## Recorded data
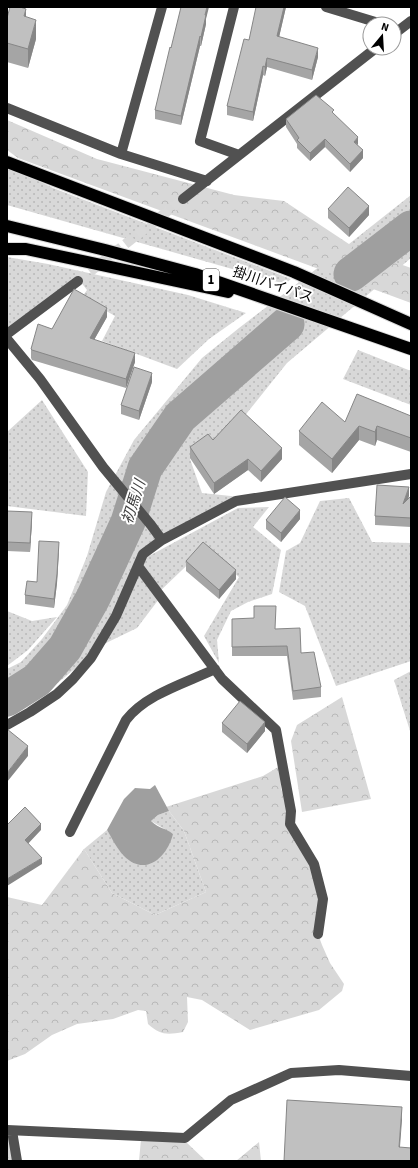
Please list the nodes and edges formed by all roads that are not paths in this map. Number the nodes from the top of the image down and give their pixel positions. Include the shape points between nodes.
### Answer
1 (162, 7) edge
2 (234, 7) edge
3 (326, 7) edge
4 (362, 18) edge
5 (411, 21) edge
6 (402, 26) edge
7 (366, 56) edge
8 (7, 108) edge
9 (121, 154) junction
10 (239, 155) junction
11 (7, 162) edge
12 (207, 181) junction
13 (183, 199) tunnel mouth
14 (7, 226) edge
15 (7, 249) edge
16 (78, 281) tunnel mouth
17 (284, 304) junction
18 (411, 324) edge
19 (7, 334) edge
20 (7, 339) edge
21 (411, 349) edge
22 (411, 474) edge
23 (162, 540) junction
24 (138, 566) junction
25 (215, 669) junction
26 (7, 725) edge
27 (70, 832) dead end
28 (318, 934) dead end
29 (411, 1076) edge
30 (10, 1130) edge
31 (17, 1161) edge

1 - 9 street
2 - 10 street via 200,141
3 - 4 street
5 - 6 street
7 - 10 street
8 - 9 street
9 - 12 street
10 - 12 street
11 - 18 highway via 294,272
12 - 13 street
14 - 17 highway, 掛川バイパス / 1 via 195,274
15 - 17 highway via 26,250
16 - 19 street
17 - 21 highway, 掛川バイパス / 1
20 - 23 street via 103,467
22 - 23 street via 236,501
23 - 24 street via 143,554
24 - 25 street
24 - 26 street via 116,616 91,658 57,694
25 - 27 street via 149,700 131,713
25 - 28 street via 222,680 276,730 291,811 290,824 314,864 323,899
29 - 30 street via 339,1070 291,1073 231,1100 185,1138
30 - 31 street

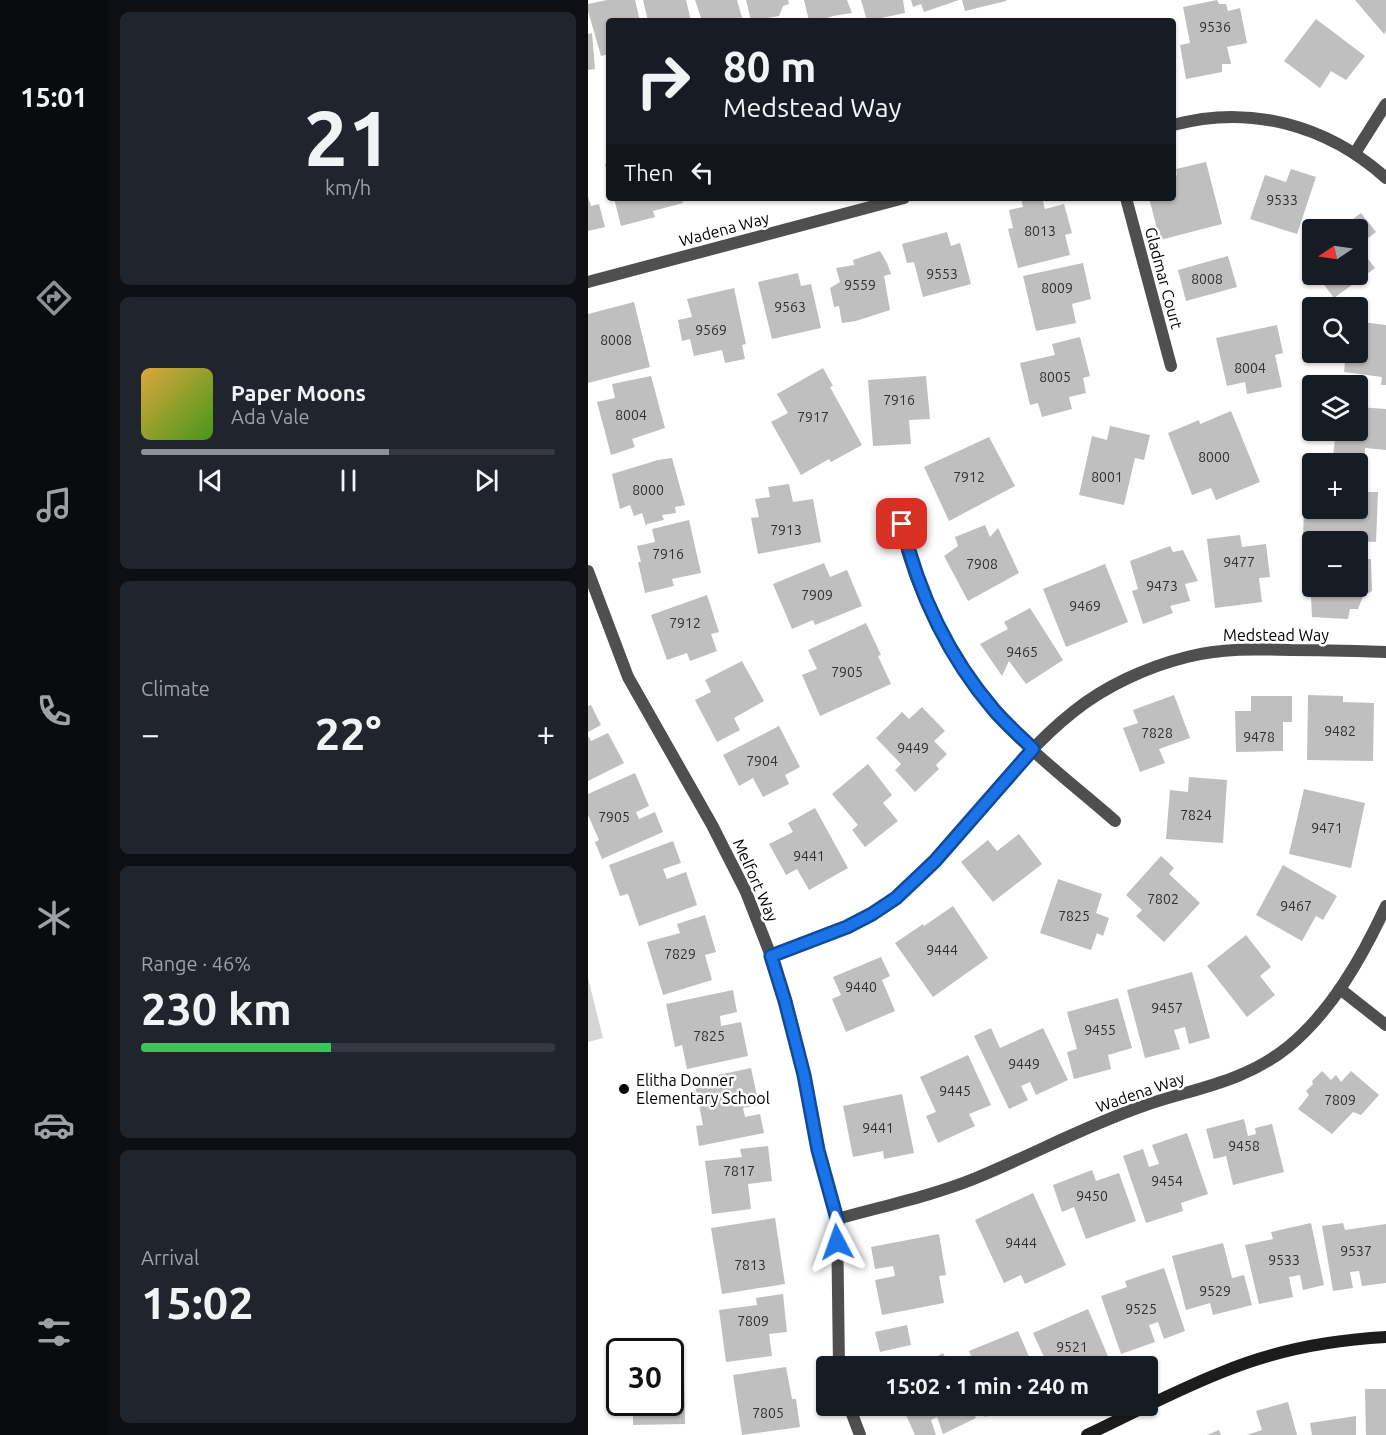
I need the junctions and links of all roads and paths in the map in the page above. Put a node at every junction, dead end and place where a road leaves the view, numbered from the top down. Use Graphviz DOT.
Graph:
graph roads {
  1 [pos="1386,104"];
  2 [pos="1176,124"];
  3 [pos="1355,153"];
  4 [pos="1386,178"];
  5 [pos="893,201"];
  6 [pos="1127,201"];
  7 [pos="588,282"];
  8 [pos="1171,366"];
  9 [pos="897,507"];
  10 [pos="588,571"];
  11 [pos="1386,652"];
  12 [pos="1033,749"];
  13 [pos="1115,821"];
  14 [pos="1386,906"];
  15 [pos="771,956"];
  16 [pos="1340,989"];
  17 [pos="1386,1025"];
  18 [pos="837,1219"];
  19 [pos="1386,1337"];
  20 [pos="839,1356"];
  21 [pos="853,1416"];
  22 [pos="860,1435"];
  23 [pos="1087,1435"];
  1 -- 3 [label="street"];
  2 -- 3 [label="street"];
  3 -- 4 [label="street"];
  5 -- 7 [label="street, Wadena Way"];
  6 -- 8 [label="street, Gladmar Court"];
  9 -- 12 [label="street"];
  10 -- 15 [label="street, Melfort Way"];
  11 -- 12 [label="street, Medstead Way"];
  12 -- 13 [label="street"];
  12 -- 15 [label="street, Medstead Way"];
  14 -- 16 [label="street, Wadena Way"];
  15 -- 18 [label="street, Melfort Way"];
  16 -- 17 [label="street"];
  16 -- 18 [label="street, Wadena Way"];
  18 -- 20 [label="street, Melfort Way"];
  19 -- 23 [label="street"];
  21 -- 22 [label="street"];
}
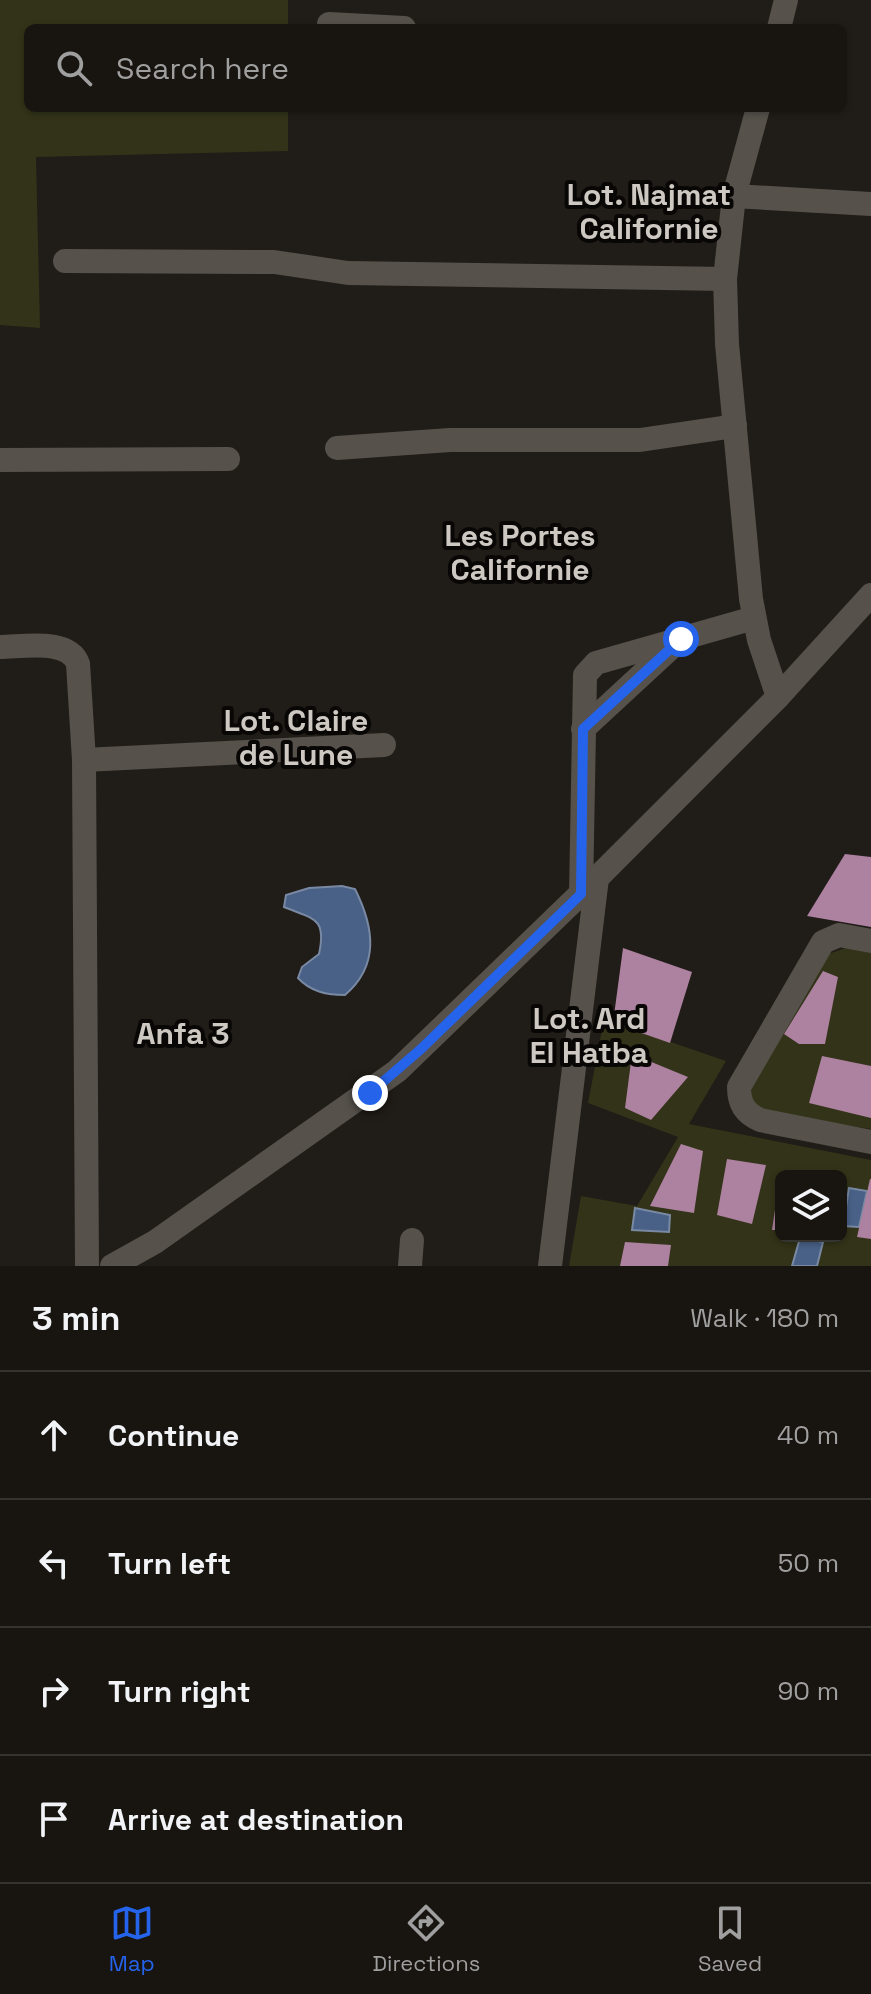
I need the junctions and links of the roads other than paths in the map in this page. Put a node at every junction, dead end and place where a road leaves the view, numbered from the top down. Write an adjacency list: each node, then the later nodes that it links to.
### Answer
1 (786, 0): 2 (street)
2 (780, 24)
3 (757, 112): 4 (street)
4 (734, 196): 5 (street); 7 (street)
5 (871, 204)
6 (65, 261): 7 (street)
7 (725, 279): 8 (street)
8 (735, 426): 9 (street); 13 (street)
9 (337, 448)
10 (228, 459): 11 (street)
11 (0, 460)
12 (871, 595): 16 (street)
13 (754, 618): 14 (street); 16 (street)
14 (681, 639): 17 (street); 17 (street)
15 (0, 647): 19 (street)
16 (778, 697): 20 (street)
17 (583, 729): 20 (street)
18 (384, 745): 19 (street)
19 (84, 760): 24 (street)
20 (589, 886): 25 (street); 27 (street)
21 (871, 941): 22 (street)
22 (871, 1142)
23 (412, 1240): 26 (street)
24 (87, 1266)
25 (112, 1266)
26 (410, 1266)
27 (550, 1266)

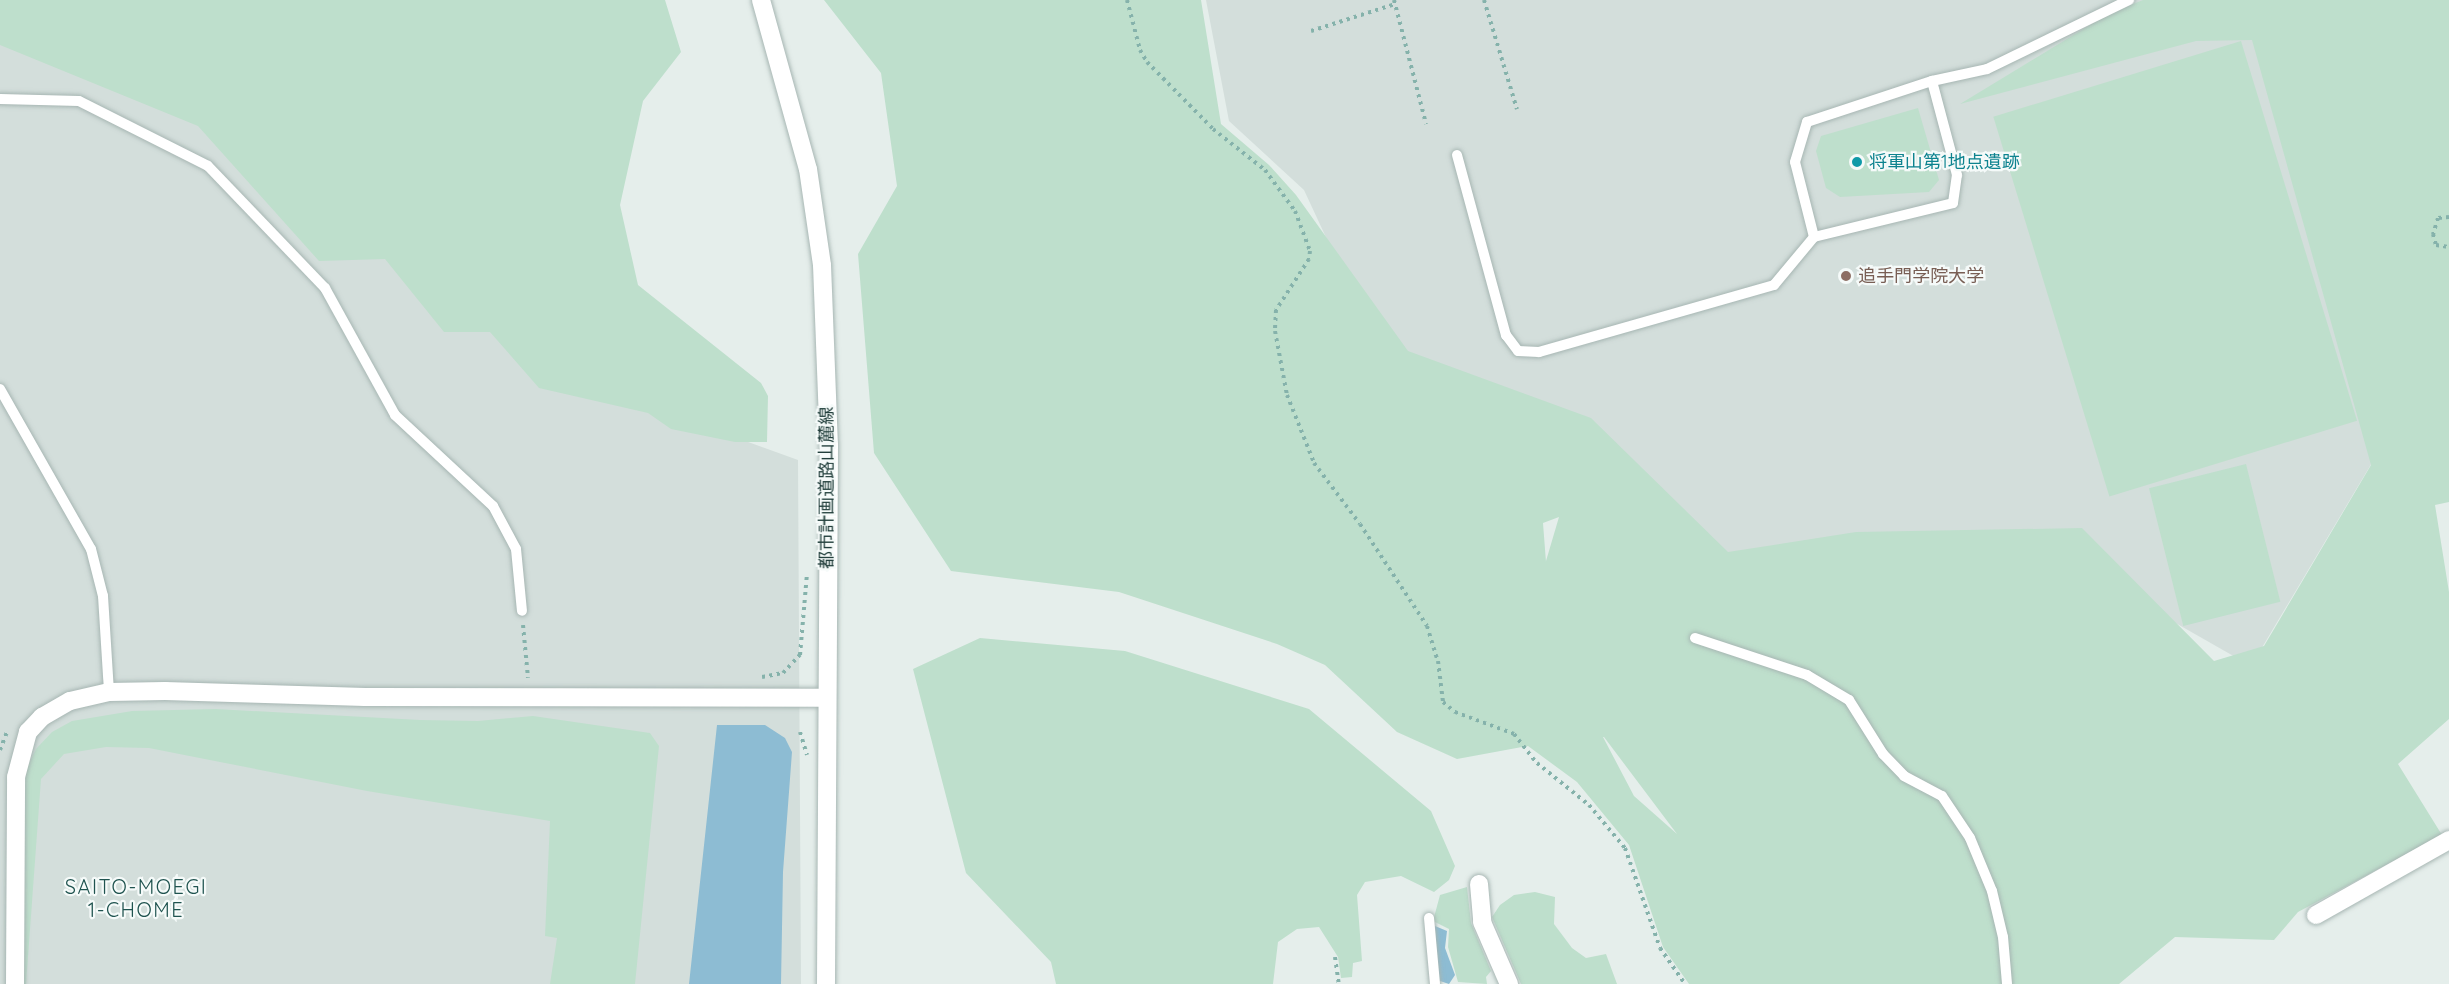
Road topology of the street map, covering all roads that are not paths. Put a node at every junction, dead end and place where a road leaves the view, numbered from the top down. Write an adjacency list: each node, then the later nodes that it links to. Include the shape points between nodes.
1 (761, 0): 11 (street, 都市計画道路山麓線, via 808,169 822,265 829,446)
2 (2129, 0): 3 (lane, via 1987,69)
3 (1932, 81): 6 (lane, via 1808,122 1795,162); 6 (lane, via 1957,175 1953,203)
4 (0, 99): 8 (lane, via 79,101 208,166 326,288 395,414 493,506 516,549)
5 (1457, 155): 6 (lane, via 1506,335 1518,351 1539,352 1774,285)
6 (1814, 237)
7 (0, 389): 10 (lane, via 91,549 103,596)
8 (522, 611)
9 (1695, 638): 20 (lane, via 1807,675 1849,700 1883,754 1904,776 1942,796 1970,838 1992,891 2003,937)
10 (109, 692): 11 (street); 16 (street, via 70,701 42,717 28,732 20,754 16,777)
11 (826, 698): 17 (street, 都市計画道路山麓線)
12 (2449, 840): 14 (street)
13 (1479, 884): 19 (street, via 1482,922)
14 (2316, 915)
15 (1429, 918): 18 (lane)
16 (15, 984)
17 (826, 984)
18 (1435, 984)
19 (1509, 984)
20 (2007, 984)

## Exercise description
In the data above, which lines include "junctions"? Return those lines.

## Result for this exercise
I need the junctions and links of all roads and paths in the map in the page above. Put a node at every junction, dead end and place where a road leaves the view, numbered from the top down. Use Graphviz DOT.
I need the junctions and links of the roads other than paths in the map in this page. Put a node at every junction, dead end and place where a road leaves the view, numbered from the top down. Write an adjacency list: each node, then the later nodes that it links to.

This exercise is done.